- Born: July 18, 1918 West Virginia, US
- Died: October 5, 2009 (aged 91)

Academic career
- Field: Microeconomics Behavioral economics
- Institution: Harvard University
- School or tradition: Neo-Keynesian economics
- Alma mater: University of Michigan
- Doctoral advisor: Arthur Smithies
- Doctoral students: Thomas Schelling Edwin Kuh John R. Meyer Harry Gordon Johnson
- Influences: John Maynard Keynes Michał Kalecki John Hicks Paul Samuelson
- Contributions: Relative income hypothesis

= James Duesenberry =

American economist

James Stemble Duesenberry (July 18, 1918 – October 5, 2009) was an American economist. He made a significant contribution to the Keynesian analysis of income and employment with his 1949 doctoral thesis Income, Saving and the Theory of Consumer Behavior.

In Income, Saving and the Theory of Consumer Behavior, Duesenberry questioned basic economic assumptions about consumer behavior. He argued that consumer theory failed to take into account the importance of habit formation in establishing spending patterns. He also stressed the importance of social environment in determining an individual's level of expenditures. He proposed a mechanism called the "demonstration effect" by which people would modify their consumption patterns not because of changes in income or prices but from witnessing the consumption expenditures of others with whom they came into contact. That phenomenon, he argued, was driven by the interdependence of people's preferences and the need to maintain or increase one's social status and prestige. The strong social component driving people's consumption was a key aspect in his formulation of a distinct theory of consumption called the relative income hypothesis. By that theory, an individual's consumption and savings rate is more dependent on their income relative to those in their community than on their absolute level of income.

== Reception ==
While some contemporaries of Duesenberry saw his work as a large contribution to the field, it failed to gain significant traction. Kenneth Arrow believed that Duesenberry's work offered "one of the most significant contributions of the postwar period to our understanding of economic behavior".

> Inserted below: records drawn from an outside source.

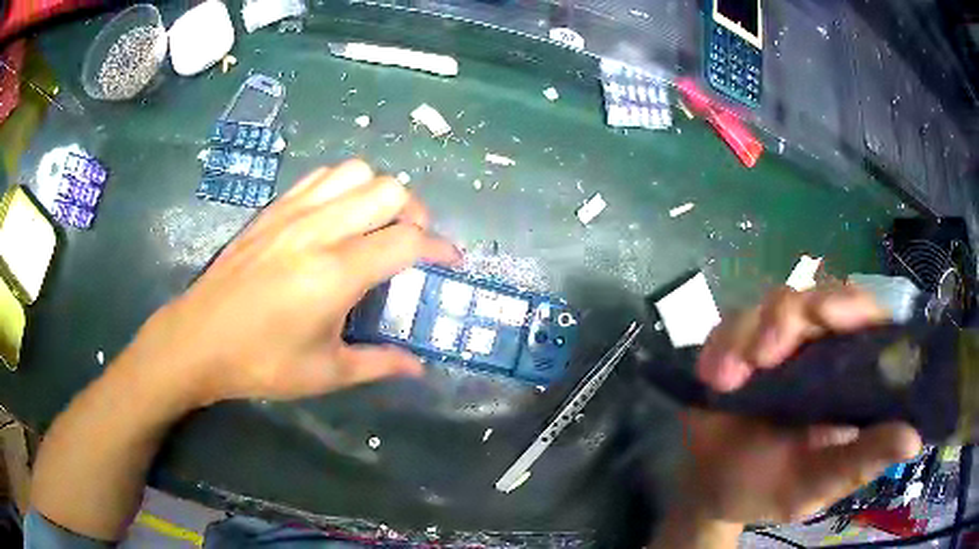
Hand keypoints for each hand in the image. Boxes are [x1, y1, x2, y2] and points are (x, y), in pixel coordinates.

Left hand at [116, 160, 460, 405]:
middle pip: (389, 191)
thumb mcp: (325, 373)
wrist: (197, 339)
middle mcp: (319, 231)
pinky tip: (338, 216)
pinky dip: (344, 187)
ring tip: (377, 224)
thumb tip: (418, 367)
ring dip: (379, 194)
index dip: (440, 248)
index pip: (407, 241)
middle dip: (415, 214)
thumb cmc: (260, 362)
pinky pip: (321, 177)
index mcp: (335, 273)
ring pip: (356, 173)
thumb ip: (378, 364)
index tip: (452, 261)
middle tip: (413, 245)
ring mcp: (293, 213)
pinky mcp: (273, 209)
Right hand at [683, 285, 922, 524]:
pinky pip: (732, 323)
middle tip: (766, 354)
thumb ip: (861, 461)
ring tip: (730, 379)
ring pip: (775, 302)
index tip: (831, 319)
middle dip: (793, 316)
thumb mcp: (818, 483)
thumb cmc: (770, 490)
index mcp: (849, 375)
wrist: (710, 491)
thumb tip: (914, 440)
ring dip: (751, 331)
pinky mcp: (738, 344)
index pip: (866, 317)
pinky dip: (722, 343)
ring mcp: (779, 343)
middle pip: (819, 297)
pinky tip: (714, 377)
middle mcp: (820, 348)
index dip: (854, 307)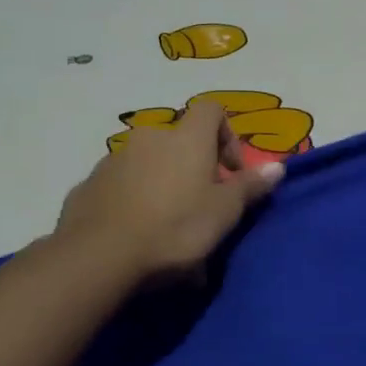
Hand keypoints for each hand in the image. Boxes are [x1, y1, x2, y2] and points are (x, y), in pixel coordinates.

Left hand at [55, 102, 283, 284]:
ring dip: (163, 186)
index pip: (212, 109)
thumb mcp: (224, 213)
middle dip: (193, 169)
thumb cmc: (174, 229)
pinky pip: (121, 186)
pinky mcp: (88, 185)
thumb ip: (250, 186)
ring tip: (167, 231)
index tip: (230, 172)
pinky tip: (136, 236)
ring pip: (149, 166)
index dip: (227, 135)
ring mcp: (114, 159)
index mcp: (186, 138)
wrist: (98, 256)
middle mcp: (149, 137)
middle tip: (201, 209)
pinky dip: (133, 201)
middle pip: (180, 142)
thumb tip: (277, 166)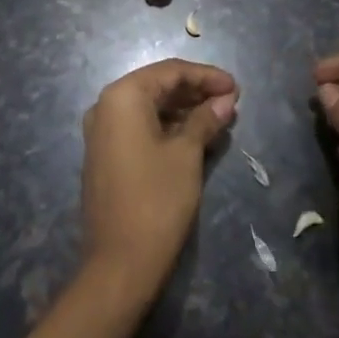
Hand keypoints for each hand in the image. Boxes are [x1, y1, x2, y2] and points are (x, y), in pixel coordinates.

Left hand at [81, 59, 238, 295]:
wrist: (119, 265)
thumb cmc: (157, 201)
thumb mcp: (187, 155)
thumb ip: (206, 119)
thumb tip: (226, 100)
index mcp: (123, 96)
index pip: (171, 72)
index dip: (207, 76)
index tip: (236, 87)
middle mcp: (106, 105)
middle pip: (158, 86)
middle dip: (196, 92)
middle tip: (231, 102)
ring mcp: (102, 131)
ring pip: (150, 107)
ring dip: (184, 110)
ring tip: (220, 119)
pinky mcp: (105, 155)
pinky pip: (140, 127)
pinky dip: (168, 127)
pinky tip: (196, 136)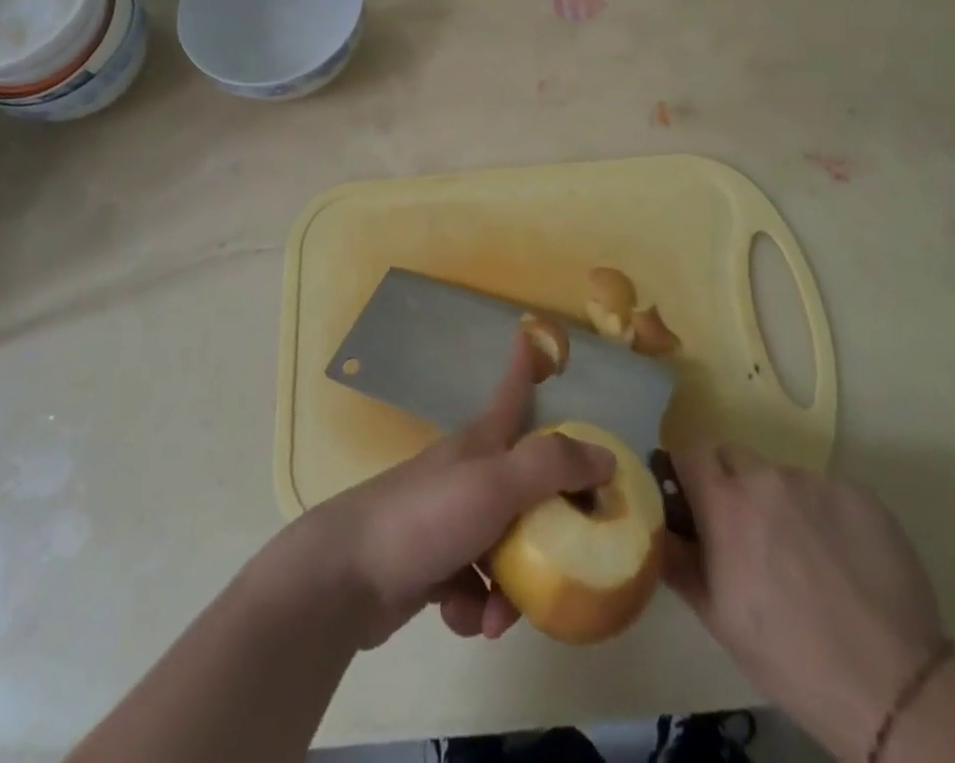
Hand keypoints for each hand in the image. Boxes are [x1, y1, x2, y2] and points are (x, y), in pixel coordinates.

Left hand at [287, 334, 612, 647]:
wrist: (348, 575)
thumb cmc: (427, 516)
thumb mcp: (497, 484)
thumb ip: (551, 467)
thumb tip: (606, 457)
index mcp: (481, 444)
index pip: (511, 393)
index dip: (523, 366)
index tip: (528, 335)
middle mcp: (468, 474)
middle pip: (524, 487)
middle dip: (547, 528)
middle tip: (569, 557)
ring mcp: (448, 520)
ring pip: (504, 547)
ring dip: (512, 587)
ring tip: (500, 613)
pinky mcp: (432, 566)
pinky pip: (475, 586)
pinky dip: (477, 607)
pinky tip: (465, 619)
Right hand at [664, 444, 946, 761]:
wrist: (894, 689)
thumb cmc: (789, 657)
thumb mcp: (717, 617)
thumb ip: (677, 559)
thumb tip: (655, 526)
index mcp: (725, 502)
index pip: (690, 449)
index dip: (689, 472)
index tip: (695, 501)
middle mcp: (767, 477)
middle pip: (735, 456)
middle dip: (733, 484)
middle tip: (749, 535)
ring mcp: (817, 482)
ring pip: (782, 476)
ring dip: (781, 502)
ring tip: (806, 557)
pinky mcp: (862, 494)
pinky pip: (827, 492)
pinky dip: (825, 515)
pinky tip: (843, 561)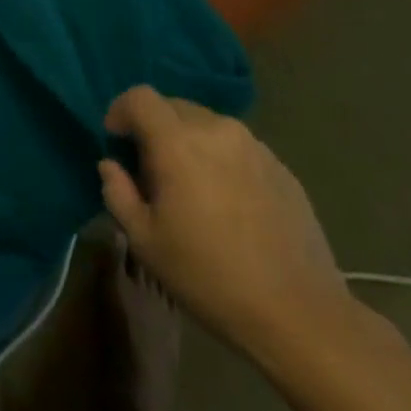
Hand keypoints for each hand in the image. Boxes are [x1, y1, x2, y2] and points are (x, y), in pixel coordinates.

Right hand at [99, 87, 353, 354]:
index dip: (121, 110)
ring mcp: (254, 145)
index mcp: (178, 142)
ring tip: (192, 188)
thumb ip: (118, 193)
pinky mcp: (280, 167)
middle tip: (152, 171)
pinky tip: (228, 204)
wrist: (299, 313)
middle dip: (154, 128)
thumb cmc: (209, 277)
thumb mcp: (146, 242)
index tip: (116, 140)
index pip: (139, 97)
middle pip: (173, 107)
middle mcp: (216, 129)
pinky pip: (237, 147)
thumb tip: (111, 165)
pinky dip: (221, 159)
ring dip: (189, 142)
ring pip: (207, 125)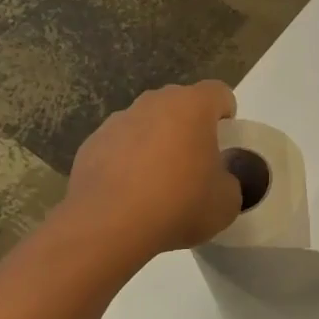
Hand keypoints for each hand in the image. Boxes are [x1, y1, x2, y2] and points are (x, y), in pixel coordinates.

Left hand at [65, 82, 242, 262]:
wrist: (109, 226)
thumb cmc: (178, 205)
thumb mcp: (226, 202)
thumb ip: (228, 180)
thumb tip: (216, 179)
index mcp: (191, 107)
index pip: (218, 92)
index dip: (226, 113)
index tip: (225, 141)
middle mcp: (153, 103)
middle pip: (179, 104)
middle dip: (189, 126)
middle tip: (194, 163)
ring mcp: (117, 121)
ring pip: (146, 123)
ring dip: (156, 142)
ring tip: (158, 182)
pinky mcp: (91, 144)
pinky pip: (119, 145)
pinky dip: (127, 161)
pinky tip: (129, 193)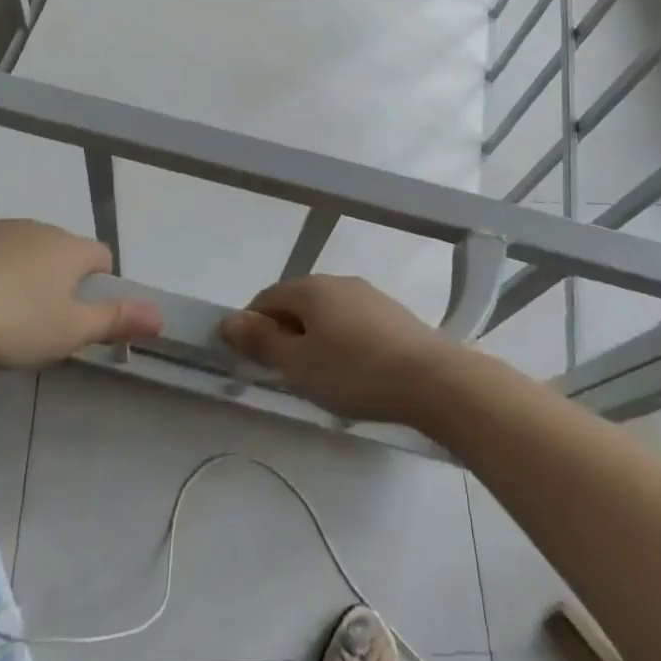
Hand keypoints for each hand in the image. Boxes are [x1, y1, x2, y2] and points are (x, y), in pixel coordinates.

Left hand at [0, 203, 160, 367]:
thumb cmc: (13, 325)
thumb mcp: (69, 332)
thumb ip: (116, 320)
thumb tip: (162, 315)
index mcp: (70, 250)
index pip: (100, 255)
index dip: (98, 279)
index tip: (83, 308)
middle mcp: (40, 227)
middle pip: (61, 245)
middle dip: (58, 270)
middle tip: (41, 312)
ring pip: (23, 235)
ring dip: (23, 257)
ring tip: (5, 297)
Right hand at [221, 275, 453, 424]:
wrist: (432, 378)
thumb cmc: (354, 371)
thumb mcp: (298, 364)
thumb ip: (261, 341)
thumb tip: (229, 319)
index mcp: (309, 287)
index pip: (266, 298)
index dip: (253, 327)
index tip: (255, 362)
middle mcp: (337, 281)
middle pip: (297, 303)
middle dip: (285, 333)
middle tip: (287, 375)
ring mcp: (368, 295)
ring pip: (327, 313)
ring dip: (315, 338)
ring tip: (321, 378)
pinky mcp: (392, 314)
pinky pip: (353, 323)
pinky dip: (343, 342)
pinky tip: (354, 372)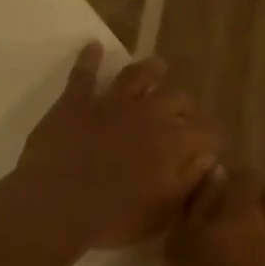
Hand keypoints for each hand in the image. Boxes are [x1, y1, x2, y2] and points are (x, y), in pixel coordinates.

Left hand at [12, 43, 220, 249]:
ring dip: (150, 70)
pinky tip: (93, 47)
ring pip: (138, 73)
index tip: (205, 149)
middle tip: (180, 116)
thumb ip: (188, 183)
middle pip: (178, 97)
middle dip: (184, 106)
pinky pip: (84, 72)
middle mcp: (148, 113)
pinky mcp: (76, 100)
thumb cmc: (112, 218)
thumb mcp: (161, 214)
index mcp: (173, 142)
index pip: (206, 132)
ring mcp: (111, 102)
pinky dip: (89, 58)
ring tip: (157, 68)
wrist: (56, 205)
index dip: (208, 140)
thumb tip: (207, 160)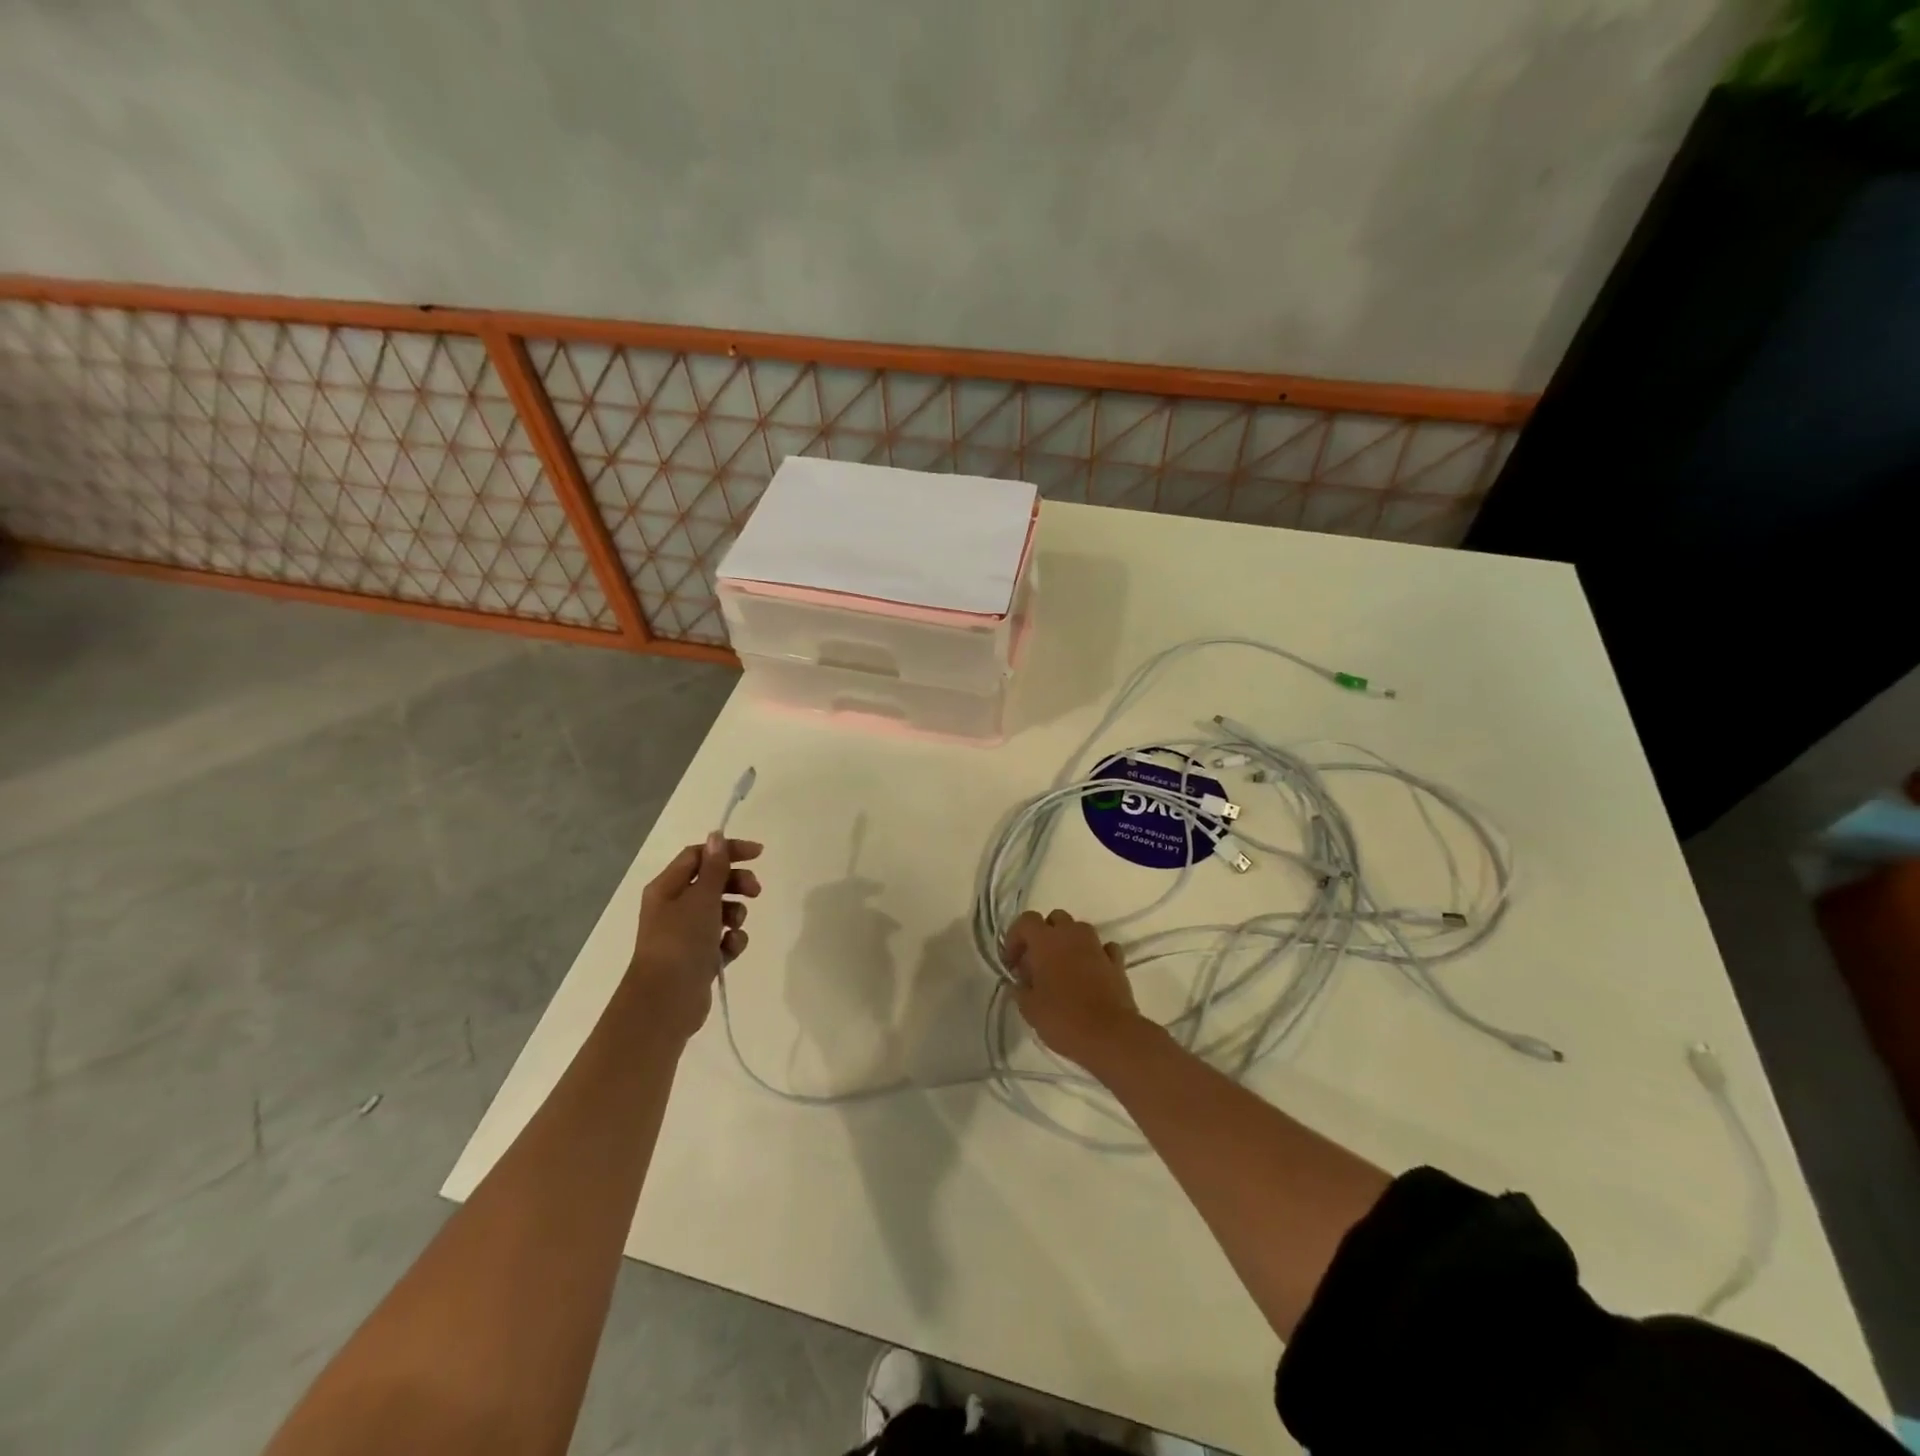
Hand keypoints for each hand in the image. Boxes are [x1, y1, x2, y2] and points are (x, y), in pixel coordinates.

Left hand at [625, 833, 762, 1042]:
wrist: (666, 1001)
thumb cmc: (681, 941)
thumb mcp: (701, 898)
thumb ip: (715, 867)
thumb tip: (716, 835)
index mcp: (667, 888)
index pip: (699, 856)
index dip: (727, 851)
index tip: (758, 854)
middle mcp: (674, 907)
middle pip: (712, 882)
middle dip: (736, 884)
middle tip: (755, 890)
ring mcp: (686, 934)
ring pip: (721, 911)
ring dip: (736, 914)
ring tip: (735, 927)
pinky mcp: (698, 957)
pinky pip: (722, 939)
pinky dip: (731, 941)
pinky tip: (730, 949)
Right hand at [1004, 908, 1144, 1068]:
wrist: (1110, 1036)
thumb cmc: (1063, 1019)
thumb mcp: (1029, 1009)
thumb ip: (1020, 989)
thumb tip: (1020, 982)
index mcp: (1046, 941)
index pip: (1026, 921)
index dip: (1015, 937)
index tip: (1012, 963)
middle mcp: (1072, 935)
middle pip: (1055, 919)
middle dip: (1044, 935)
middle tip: (1037, 963)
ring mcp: (1097, 946)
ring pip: (1079, 930)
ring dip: (1069, 943)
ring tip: (1062, 970)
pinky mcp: (1117, 963)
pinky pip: (1103, 948)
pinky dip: (1095, 955)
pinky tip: (1090, 974)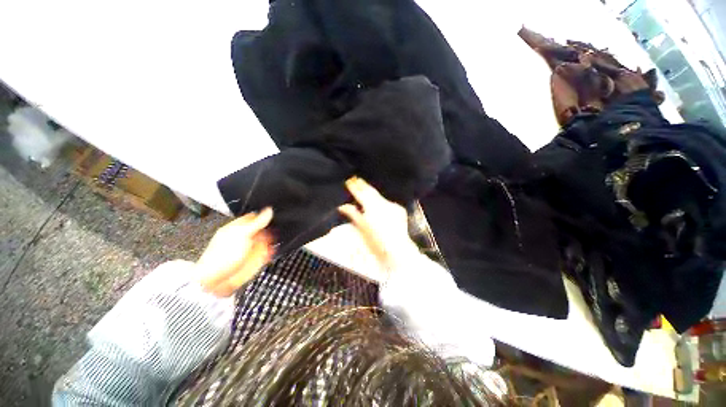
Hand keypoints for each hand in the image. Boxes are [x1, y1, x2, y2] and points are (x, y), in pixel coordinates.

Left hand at [197, 208, 274, 296]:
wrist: (217, 280)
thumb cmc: (222, 256)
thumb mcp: (242, 234)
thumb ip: (257, 222)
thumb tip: (269, 210)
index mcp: (238, 228)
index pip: (254, 217)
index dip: (264, 215)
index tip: (275, 214)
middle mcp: (245, 237)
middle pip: (263, 228)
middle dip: (271, 228)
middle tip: (276, 228)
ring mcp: (251, 248)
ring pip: (267, 240)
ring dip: (273, 239)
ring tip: (275, 239)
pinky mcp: (256, 259)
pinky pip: (268, 252)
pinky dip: (272, 251)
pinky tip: (273, 250)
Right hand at [338, 177, 417, 270]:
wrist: (398, 248)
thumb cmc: (377, 241)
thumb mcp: (362, 228)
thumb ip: (353, 214)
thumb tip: (342, 206)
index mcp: (372, 208)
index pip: (361, 194)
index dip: (354, 187)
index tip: (349, 182)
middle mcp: (382, 203)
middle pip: (370, 191)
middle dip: (363, 185)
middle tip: (356, 179)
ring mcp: (392, 205)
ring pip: (379, 195)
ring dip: (371, 192)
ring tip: (365, 187)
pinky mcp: (399, 208)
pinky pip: (387, 202)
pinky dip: (381, 201)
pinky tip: (378, 202)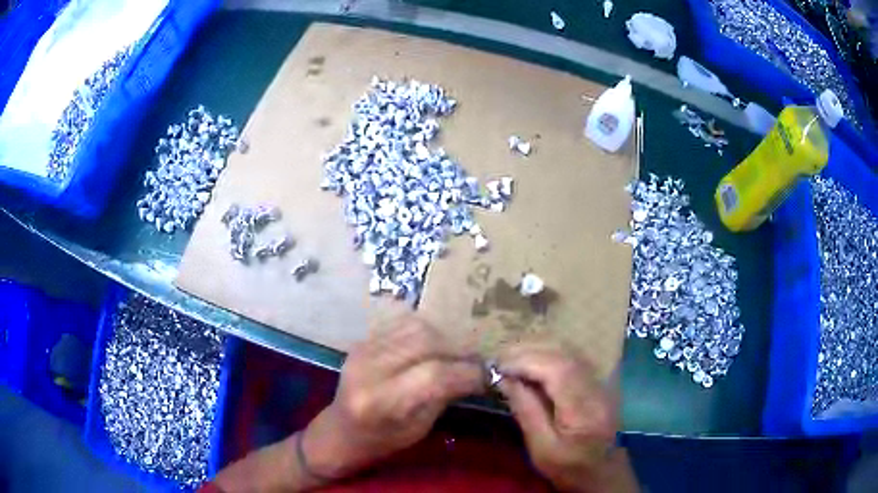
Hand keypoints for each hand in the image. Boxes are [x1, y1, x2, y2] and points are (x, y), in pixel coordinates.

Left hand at [302, 316, 484, 478]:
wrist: (340, 432)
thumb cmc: (382, 441)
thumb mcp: (419, 428)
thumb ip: (445, 396)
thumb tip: (477, 372)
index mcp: (381, 402)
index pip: (434, 375)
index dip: (466, 373)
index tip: (486, 376)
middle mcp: (368, 369)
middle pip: (424, 342)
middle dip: (458, 349)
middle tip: (474, 360)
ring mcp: (361, 350)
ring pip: (414, 326)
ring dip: (443, 337)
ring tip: (456, 352)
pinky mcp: (362, 341)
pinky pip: (400, 323)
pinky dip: (425, 331)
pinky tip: (434, 346)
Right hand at [497, 342, 636, 492]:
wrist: (602, 471)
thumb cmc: (569, 466)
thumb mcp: (542, 448)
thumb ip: (526, 412)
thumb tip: (505, 380)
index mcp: (583, 408)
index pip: (557, 370)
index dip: (526, 361)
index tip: (498, 365)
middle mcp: (596, 387)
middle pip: (563, 355)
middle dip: (529, 351)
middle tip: (500, 358)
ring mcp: (600, 382)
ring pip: (569, 351)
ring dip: (538, 349)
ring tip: (512, 357)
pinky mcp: (598, 381)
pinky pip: (572, 358)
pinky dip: (549, 354)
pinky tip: (533, 361)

Today, however, the work of Duesenberry is largely absent from standard economics textbooks. Yet some, such as Robert H. Frank, argue that it outperforms the alternative theories that displaced it in the 1950s, such as Milton Friedman's Permanent income hypothesis. Frank claims that Duesenberry's theory can explain why the rich tend to save at higher rates than the poor. Even as national income increases, the higher visible consumption of the rich encourages increased spending across other income levels. Additionally, Duesenberry's recognition of the importance of habit formation aligns the observed short-run rigidity of consumption, as families attempt to maintain their previous standard of living even during recessions.

== Background ==
Duesenberry attended the University of Michigan, where he earned his Bachelor of Arts in 1939, his Master of Arts in 1941, and his Doctor of Philosophy in 1948. He served as professor of economics at Harvard University from 1955 to 1989.

Duesenberry served on the Council of Economic Advisers under President Lyndon Johnson from 1966 to 1968.